=== LISTED RECORDS ===

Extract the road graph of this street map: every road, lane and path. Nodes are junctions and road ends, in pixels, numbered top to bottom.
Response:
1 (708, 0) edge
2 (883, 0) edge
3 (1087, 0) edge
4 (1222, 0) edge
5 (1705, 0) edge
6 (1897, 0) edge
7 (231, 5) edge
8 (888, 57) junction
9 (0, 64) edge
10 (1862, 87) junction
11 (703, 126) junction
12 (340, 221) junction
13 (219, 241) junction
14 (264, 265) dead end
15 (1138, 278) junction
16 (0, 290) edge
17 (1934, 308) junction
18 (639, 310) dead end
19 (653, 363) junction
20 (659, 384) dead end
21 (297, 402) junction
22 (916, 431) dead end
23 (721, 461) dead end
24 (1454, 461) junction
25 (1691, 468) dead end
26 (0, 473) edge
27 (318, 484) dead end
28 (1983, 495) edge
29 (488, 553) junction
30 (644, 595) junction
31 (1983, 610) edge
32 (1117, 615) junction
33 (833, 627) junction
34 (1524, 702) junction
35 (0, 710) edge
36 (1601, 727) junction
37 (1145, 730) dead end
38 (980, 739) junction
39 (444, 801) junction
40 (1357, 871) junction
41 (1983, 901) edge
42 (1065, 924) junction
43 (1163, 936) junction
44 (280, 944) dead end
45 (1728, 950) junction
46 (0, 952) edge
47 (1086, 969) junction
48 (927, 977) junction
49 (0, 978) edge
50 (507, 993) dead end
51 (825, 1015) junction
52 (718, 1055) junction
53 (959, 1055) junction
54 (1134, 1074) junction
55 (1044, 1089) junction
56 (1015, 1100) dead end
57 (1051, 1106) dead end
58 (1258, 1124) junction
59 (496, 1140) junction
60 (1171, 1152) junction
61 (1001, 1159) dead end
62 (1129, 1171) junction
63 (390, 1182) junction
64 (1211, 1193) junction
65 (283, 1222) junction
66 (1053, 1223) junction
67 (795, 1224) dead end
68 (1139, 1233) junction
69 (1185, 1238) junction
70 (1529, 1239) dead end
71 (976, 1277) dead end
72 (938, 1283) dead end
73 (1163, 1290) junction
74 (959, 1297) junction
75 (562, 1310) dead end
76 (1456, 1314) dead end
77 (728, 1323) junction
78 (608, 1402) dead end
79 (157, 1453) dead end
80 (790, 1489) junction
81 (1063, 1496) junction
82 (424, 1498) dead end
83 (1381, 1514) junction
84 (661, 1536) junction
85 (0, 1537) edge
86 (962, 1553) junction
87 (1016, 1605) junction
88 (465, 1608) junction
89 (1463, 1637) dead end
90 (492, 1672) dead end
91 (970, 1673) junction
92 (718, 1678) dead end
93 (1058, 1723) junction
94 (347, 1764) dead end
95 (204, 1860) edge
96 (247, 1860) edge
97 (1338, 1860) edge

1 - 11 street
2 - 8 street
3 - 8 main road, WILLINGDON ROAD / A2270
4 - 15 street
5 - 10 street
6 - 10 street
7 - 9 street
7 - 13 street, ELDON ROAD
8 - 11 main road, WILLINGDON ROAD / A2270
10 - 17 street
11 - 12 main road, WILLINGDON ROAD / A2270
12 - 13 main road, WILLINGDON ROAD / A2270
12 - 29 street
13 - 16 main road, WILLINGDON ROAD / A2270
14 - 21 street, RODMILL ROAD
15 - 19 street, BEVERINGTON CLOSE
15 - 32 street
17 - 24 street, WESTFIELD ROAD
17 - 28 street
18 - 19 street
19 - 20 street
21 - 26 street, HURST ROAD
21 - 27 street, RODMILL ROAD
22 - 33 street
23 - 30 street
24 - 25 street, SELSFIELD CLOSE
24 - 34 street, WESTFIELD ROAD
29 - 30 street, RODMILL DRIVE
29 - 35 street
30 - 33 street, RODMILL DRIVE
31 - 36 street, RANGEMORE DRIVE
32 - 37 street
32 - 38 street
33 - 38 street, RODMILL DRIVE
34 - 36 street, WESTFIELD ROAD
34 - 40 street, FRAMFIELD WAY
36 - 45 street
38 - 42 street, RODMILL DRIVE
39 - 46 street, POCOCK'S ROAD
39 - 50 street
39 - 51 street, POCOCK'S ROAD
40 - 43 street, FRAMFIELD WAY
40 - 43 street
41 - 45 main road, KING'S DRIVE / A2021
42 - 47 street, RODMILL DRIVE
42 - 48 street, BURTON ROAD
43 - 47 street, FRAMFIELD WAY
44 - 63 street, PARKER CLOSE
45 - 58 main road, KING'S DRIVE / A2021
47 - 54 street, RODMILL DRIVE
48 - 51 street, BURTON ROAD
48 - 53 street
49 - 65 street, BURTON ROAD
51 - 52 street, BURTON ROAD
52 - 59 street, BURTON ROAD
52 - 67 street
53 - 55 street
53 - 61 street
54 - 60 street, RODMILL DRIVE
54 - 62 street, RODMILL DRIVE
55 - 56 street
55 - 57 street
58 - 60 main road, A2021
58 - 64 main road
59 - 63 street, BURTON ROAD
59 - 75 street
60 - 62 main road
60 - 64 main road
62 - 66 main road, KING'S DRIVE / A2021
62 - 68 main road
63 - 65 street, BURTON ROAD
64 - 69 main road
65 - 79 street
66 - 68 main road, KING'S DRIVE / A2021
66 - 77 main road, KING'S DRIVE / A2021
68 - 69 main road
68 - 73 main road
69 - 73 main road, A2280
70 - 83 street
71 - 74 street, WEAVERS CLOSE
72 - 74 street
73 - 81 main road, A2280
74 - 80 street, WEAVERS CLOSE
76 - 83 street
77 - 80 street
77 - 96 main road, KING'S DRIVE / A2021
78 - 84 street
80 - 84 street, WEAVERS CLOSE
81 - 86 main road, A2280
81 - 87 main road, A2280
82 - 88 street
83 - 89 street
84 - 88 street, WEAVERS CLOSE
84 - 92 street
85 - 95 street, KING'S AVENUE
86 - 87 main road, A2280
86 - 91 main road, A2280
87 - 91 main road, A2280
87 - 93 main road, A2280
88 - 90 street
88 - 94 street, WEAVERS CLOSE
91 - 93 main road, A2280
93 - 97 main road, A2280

===

## WHAT TO WORK ON
Find how many of the lines above have the word "FRAMFIELD" in them. State only that number.

## EXERCISE ANSWER
3